● **Work instruction**
Nothing may be dropped. Retype the whole listing exactly.

═══ Listed records

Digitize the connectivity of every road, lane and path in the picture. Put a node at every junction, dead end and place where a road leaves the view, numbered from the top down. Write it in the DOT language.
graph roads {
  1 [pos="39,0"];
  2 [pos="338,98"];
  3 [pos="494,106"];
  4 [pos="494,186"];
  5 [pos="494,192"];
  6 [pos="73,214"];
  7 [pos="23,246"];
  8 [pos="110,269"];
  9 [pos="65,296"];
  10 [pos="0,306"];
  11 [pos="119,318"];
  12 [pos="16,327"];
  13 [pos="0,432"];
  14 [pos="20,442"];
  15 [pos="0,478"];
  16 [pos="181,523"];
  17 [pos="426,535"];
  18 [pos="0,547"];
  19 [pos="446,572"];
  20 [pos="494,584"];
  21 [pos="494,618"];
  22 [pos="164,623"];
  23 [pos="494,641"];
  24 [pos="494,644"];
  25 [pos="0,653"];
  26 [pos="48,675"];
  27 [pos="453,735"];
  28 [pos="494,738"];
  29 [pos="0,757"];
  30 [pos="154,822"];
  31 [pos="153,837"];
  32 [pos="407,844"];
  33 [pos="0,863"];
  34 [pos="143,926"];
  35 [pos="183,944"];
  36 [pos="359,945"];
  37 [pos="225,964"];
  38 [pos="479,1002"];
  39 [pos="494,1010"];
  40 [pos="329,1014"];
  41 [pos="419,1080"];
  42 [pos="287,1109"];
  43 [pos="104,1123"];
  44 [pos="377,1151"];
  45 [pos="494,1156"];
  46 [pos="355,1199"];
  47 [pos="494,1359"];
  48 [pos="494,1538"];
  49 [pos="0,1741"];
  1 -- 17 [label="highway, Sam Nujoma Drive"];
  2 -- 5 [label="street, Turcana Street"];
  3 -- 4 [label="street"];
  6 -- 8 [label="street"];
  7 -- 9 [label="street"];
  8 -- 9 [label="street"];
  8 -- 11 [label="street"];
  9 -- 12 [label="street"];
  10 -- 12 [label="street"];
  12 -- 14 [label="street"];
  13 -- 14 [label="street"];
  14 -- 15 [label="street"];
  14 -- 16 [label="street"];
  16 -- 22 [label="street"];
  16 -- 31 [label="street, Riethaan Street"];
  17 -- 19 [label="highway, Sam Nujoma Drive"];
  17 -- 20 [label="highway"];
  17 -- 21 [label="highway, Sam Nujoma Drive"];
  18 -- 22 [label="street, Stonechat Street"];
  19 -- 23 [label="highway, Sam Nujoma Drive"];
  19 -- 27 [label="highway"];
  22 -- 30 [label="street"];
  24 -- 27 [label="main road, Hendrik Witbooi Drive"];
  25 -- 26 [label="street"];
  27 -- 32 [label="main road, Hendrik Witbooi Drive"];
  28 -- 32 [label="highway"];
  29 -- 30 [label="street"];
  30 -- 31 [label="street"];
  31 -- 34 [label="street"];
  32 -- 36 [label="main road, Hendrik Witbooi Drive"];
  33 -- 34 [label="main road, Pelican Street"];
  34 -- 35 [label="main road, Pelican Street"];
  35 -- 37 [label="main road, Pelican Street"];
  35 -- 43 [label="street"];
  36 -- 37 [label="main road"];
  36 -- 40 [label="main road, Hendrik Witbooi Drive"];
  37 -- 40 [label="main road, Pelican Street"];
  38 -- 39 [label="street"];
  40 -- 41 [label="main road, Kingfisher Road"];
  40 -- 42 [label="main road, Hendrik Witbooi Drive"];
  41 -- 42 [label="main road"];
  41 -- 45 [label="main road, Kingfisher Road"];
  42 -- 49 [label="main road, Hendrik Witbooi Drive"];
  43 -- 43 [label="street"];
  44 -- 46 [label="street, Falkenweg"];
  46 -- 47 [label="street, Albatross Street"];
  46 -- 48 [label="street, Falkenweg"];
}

══════

● **Written response**
Digitize the connectivity of every road, lane and path in the picture. Put a node at every junction, dead end and place where a road leaves the view, numbered from the top down. Write it in the DOT language.
graph roads {
  1 [pos="39,0"];
  2 [pos="338,98"];
  3 [pos="494,106"];
  4 [pos="494,186"];
  5 [pos="494,192"];
  6 [pos="73,214"];
  7 [pos="23,246"];
  8 [pos="110,269"];
  9 [pos="65,296"];
  10 [pos="0,306"];
  11 [pos="119,318"];
  12 [pos="16,327"];
  13 [pos="0,432"];
  14 [pos="20,442"];
  15 [pos="0,478"];
  16 [pos="181,523"];
  17 [pos="426,535"];
  18 [pos="0,547"];
  19 [pos="446,572"];
  20 [pos="494,584"];
  21 [pos="494,618"];
  22 [pos="164,623"];
  23 [pos="494,641"];
  24 [pos="494,644"];
  25 [pos="0,653"];
  26 [pos="48,675"];
  27 [pos="453,735"];
  28 [pos="494,738"];
  29 [pos="0,757"];
  30 [pos="154,822"];
  31 [pos="153,837"];
  32 [pos="407,844"];
  33 [pos="0,863"];
  34 [pos="143,926"];
  35 [pos="183,944"];
  36 [pos="359,945"];
  37 [pos="225,964"];
  38 [pos="479,1002"];
  39 [pos="494,1010"];
  40 [pos="329,1014"];
  41 [pos="419,1080"];
  42 [pos="287,1109"];
  43 [pos="104,1123"];
  44 [pos="377,1151"];
  45 [pos="494,1156"];
  46 [pos="355,1199"];
  47 [pos="494,1359"];
  48 [pos="494,1538"];
  49 [pos="0,1741"];
  1 -- 17 [label="highway, Sam Nujoma Drive"];
  2 -- 5 [label="street, Turcana Street"];
  3 -- 4 [label="street"];
  6 -- 8 [label="street"];
  7 -- 9 [label="street"];
  8 -- 9 [label="street"];
  8 -- 11 [label="street"];
  9 -- 12 [label="street"];
  10 -- 12 [label="street"];
  12 -- 14 [label="street"];
  13 -- 14 [label="street"];
  14 -- 15 [label="street"];
  14 -- 16 [label="street"];
  16 -- 22 [label="street"];
  16 -- 31 [label="street, Riethaan Street"];
  17 -- 19 [label="highway, Sam Nujoma Drive"];
  17 -- 20 [label="highway"];
  17 -- 21 [label="highway, Sam Nujoma Drive"];
  18 -- 22 [label="street, Stonechat Street"];
  19 -- 23 [label="highway, Sam Nujoma Drive"];
  19 -- 27 [label="highway"];
  22 -- 30 [label="street"];
  24 -- 27 [label="main road, Hendrik Witbooi Drive"];
  25 -- 26 [label="street"];
  27 -- 32 [label="main road, Hendrik Witbooi Drive"];
  28 -- 32 [label="highway"];
  29 -- 30 [label="street"];
  30 -- 31 [label="street"];
  31 -- 34 [label="street"];
  32 -- 36 [label="main road, Hendrik Witbooi Drive"];
  33 -- 34 [label="main road, Pelican Street"];
  34 -- 35 [label="main road, Pelican Street"];
  35 -- 37 [label="main road, Pelican Street"];
  35 -- 43 [label="street"];
  36 -- 37 [label="main road"];
  36 -- 40 [label="main road, Hendrik Witbooi Drive"];
  37 -- 40 [label="main road, Pelican Street"];
  38 -- 39 [label="street"];
  40 -- 41 [label="main road, Kingfisher Road"];
  40 -- 42 [label="main road, Hendrik Witbooi Drive"];
  41 -- 42 [label="main road"];
  41 -- 45 [label="main road, Kingfisher Road"];
  42 -- 49 [label="main road, Hendrik Witbooi Drive"];
  43 -- 43 [label="street"];
  44 -- 46 [label="street, Falkenweg"];
  46 -- 47 [label="street, Albatross Street"];
  46 -- 48 [label="street, Falkenweg"];
}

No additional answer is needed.